• Record extracts:
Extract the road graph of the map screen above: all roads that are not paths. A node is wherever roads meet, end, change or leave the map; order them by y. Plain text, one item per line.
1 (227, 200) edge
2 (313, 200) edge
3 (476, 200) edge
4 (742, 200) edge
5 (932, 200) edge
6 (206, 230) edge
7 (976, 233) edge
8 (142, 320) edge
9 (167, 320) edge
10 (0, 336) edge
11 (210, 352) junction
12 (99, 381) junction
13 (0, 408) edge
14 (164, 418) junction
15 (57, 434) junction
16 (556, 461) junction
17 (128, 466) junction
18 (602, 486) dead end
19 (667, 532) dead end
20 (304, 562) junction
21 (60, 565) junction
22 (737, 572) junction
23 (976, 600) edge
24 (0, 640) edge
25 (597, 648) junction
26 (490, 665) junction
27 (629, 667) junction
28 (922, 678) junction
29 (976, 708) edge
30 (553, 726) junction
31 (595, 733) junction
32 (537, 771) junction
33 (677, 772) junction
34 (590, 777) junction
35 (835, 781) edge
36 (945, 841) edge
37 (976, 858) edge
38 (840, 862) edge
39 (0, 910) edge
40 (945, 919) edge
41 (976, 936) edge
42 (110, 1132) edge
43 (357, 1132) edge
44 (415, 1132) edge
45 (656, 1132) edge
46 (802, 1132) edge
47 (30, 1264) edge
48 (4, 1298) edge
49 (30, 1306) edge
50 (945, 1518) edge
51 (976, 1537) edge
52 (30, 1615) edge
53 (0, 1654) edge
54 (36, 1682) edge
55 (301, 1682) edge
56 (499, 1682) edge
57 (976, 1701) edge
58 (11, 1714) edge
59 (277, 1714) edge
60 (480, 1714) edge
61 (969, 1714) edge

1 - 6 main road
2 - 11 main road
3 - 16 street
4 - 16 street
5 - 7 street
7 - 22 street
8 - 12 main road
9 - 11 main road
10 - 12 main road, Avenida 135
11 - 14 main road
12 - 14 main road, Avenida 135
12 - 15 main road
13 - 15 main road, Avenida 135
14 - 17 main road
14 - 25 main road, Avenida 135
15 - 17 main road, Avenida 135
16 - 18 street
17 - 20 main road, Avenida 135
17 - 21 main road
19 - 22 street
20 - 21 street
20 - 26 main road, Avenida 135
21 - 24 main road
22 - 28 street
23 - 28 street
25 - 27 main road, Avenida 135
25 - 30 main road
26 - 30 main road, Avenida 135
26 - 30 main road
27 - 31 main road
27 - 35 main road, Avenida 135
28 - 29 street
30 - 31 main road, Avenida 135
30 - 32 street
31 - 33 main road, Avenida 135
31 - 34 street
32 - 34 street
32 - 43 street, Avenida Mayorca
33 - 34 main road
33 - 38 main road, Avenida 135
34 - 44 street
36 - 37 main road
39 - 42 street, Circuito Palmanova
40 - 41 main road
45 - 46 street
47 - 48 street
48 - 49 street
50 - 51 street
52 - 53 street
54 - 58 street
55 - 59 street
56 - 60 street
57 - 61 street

• Work to be completed:
Repeat the whole listing above without any change.

• Solution:
Extract the road graph of the map screen above: all roads that are not paths. A node is wherever roads meet, end, change or leave the map; order them by y. Plain text, one item per line.
1 (227, 200) edge
2 (313, 200) edge
3 (476, 200) edge
4 (742, 200) edge
5 (932, 200) edge
6 (206, 230) edge
7 (976, 233) edge
8 (142, 320) edge
9 (167, 320) edge
10 (0, 336) edge
11 (210, 352) junction
12 (99, 381) junction
13 (0, 408) edge
14 (164, 418) junction
15 (57, 434) junction
16 (556, 461) junction
17 (128, 466) junction
18 (602, 486) dead end
19 (667, 532) dead end
20 (304, 562) junction
21 (60, 565) junction
22 (737, 572) junction
23 (976, 600) edge
24 (0, 640) edge
25 (597, 648) junction
26 (490, 665) junction
27 (629, 667) junction
28 (922, 678) junction
29 (976, 708) edge
30 (553, 726) junction
31 (595, 733) junction
32 (537, 771) junction
33 (677, 772) junction
34 (590, 777) junction
35 (835, 781) edge
36 (945, 841) edge
37 (976, 858) edge
38 (840, 862) edge
39 (0, 910) edge
40 (945, 919) edge
41 (976, 936) edge
42 (110, 1132) edge
43 (357, 1132) edge
44 (415, 1132) edge
45 (656, 1132) edge
46 (802, 1132) edge
47 (30, 1264) edge
48 (4, 1298) edge
49 (30, 1306) edge
50 (945, 1518) edge
51 (976, 1537) edge
52 (30, 1615) edge
53 (0, 1654) edge
54 (36, 1682) edge
55 (301, 1682) edge
56 (499, 1682) edge
57 (976, 1701) edge
58 (11, 1714) edge
59 (277, 1714) edge
60 (480, 1714) edge
61 (969, 1714) edge

1 - 6 main road
2 - 11 main road
3 - 16 street
4 - 16 street
5 - 7 street
7 - 22 street
8 - 12 main road
9 - 11 main road
10 - 12 main road, Avenida 135
11 - 14 main road
12 - 14 main road, Avenida 135
12 - 15 main road
13 - 15 main road, Avenida 135
14 - 17 main road
14 - 25 main road, Avenida 135
15 - 17 main road, Avenida 135
16 - 18 street
17 - 20 main road, Avenida 135
17 - 21 main road
19 - 22 street
20 - 21 street
20 - 26 main road, Avenida 135
21 - 24 main road
22 - 28 street
23 - 28 street
25 - 27 main road, Avenida 135
25 - 30 main road
26 - 30 main road, Avenida 135
26 - 30 main road
27 - 31 main road
27 - 35 main road, Avenida 135
28 - 29 street
30 - 31 main road, Avenida 135
30 - 32 street
31 - 33 main road, Avenida 135
31 - 34 street
32 - 34 street
32 - 43 street, Avenida Mayorca
33 - 34 main road
33 - 38 main road, Avenida 135
34 - 44 street
36 - 37 main road
39 - 42 street, Circuito Palmanova
40 - 41 main road
45 - 46 street
47 - 48 street
48 - 49 street
50 - 51 street
52 - 53 street
54 - 58 street
55 - 59 street
56 - 60 street
57 - 61 street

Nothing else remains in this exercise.